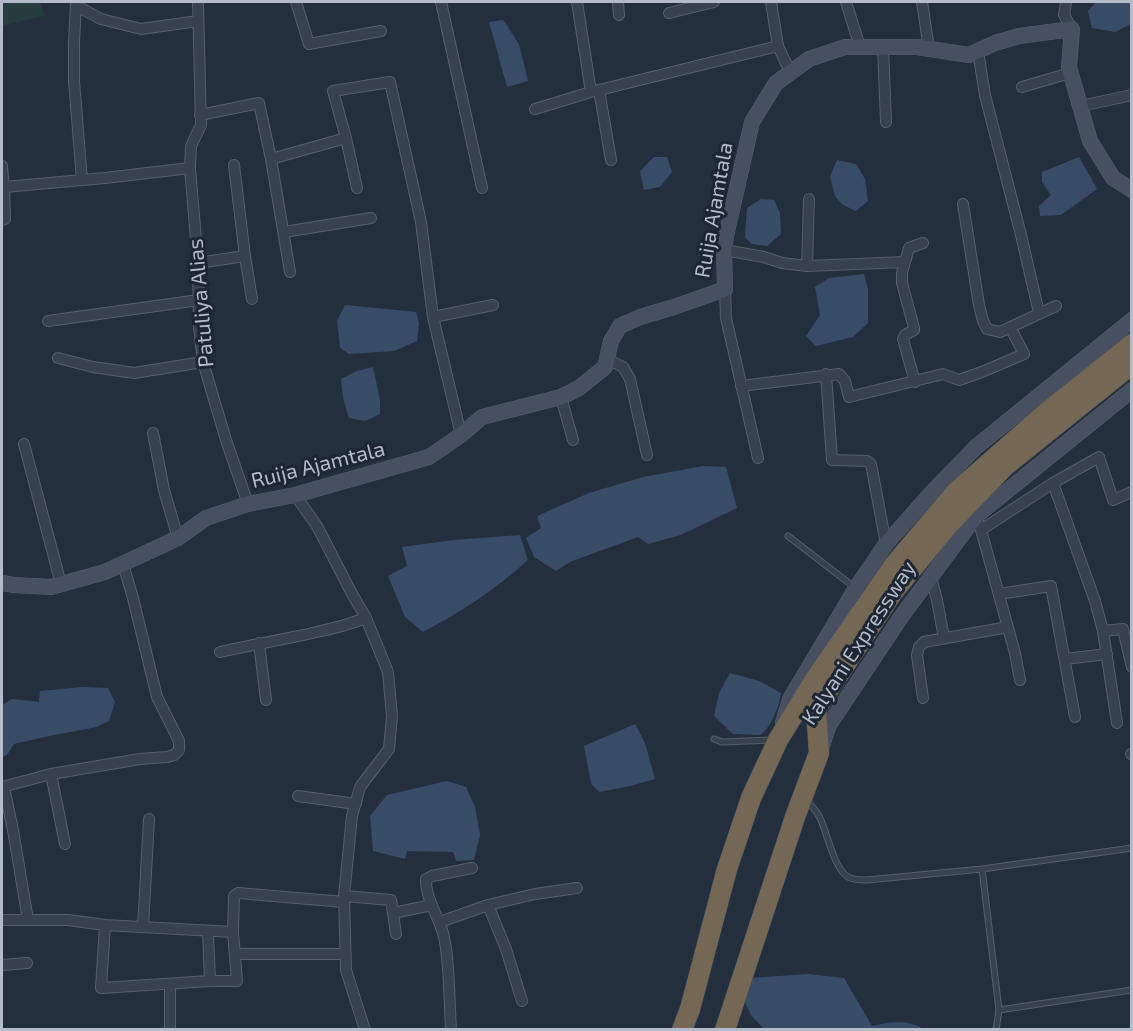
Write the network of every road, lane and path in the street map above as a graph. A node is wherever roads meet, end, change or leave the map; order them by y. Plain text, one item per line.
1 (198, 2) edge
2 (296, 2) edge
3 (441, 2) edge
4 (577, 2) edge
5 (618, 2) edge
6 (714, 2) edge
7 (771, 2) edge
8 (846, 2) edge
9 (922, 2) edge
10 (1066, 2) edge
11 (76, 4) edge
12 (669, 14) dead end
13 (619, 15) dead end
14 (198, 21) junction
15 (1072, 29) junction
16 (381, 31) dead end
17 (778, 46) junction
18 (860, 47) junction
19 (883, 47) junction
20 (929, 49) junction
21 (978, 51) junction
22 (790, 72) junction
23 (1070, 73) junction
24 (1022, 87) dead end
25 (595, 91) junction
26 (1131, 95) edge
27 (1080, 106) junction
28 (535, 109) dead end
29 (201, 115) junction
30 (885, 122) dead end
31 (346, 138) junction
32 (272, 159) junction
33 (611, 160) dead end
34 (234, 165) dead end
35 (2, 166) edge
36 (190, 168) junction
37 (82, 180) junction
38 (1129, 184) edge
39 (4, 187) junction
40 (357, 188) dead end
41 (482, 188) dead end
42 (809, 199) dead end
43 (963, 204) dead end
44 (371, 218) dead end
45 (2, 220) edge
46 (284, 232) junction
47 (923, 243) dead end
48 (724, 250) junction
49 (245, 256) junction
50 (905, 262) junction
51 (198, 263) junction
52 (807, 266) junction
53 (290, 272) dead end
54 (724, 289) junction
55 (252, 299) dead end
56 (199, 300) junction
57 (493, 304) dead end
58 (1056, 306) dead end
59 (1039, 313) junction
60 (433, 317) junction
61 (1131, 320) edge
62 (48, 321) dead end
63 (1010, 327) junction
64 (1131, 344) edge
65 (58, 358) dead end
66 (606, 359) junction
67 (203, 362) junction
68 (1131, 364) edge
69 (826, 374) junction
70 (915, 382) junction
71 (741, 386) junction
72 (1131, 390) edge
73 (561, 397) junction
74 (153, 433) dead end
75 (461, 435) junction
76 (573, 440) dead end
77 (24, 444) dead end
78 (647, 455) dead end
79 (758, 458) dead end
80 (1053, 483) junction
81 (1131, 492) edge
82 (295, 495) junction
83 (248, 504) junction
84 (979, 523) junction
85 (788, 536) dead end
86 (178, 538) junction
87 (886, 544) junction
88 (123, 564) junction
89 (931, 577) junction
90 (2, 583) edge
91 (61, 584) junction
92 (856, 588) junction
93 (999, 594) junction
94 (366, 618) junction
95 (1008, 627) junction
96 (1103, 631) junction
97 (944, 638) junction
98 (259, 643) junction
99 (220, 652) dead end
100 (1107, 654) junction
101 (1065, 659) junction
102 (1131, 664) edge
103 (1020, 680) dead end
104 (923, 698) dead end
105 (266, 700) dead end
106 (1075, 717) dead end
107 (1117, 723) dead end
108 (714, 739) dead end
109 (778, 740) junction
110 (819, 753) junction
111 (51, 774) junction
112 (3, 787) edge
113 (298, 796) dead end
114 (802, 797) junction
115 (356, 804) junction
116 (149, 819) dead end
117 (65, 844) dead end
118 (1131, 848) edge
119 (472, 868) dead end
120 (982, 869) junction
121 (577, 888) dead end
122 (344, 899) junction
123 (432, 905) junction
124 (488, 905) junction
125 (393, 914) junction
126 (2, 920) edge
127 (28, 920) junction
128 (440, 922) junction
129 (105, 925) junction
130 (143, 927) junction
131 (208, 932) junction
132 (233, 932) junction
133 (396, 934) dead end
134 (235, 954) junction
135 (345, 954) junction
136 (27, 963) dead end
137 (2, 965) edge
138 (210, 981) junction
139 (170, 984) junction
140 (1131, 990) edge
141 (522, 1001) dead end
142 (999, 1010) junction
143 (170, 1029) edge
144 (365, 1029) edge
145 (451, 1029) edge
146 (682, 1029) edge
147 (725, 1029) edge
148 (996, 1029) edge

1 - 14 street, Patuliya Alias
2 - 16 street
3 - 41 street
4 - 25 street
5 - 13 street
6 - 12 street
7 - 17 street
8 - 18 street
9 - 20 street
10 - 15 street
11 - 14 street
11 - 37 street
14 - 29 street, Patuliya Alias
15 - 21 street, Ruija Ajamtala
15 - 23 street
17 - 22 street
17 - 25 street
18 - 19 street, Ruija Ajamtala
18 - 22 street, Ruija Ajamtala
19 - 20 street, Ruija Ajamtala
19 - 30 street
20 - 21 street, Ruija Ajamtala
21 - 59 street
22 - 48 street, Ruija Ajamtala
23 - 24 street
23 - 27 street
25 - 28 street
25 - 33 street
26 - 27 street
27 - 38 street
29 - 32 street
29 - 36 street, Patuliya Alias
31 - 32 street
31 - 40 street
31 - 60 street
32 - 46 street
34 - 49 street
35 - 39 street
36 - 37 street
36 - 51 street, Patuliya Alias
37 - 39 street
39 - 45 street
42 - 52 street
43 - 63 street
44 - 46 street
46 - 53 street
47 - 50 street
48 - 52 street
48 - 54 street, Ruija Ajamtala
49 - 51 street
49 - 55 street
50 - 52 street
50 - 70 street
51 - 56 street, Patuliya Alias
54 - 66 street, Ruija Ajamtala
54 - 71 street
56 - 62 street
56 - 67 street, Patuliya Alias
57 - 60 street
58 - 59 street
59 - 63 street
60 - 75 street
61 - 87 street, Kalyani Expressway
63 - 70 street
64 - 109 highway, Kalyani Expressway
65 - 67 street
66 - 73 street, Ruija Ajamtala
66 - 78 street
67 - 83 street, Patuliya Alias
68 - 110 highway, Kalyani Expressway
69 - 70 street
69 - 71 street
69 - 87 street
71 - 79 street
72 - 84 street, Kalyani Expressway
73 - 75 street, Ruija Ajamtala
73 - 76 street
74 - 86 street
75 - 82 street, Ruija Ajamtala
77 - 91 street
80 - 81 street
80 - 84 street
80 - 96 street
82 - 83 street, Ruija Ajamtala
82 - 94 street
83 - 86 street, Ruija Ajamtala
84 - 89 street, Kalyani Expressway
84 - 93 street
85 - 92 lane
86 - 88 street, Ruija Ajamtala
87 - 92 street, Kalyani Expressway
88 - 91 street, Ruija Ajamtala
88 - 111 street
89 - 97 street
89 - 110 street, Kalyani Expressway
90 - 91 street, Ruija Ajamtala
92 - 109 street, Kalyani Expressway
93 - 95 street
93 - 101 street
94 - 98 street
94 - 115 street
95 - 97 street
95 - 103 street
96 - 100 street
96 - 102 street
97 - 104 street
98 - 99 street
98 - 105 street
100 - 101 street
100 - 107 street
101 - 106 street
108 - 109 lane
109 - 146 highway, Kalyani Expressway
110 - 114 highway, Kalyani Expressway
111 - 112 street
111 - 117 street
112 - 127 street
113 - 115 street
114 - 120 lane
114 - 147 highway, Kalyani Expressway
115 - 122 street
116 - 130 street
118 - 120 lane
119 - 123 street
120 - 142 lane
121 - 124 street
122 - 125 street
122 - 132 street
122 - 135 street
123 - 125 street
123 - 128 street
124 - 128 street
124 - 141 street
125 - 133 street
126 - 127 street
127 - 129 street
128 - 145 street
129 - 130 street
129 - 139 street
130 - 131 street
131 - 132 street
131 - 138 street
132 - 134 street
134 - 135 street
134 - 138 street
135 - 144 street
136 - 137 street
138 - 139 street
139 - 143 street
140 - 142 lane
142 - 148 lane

------------

Please show the lines of the material that contain the string "Patuliya".

## OUTPUT BELOW
1 - 14 street, Patuliya Alias
14 - 29 street, Patuliya Alias
29 - 36 street, Patuliya Alias
36 - 51 street, Patuliya Alias
51 - 56 street, Patuliya Alias
56 - 67 street, Patuliya Alias
67 - 83 street, Patuliya Alias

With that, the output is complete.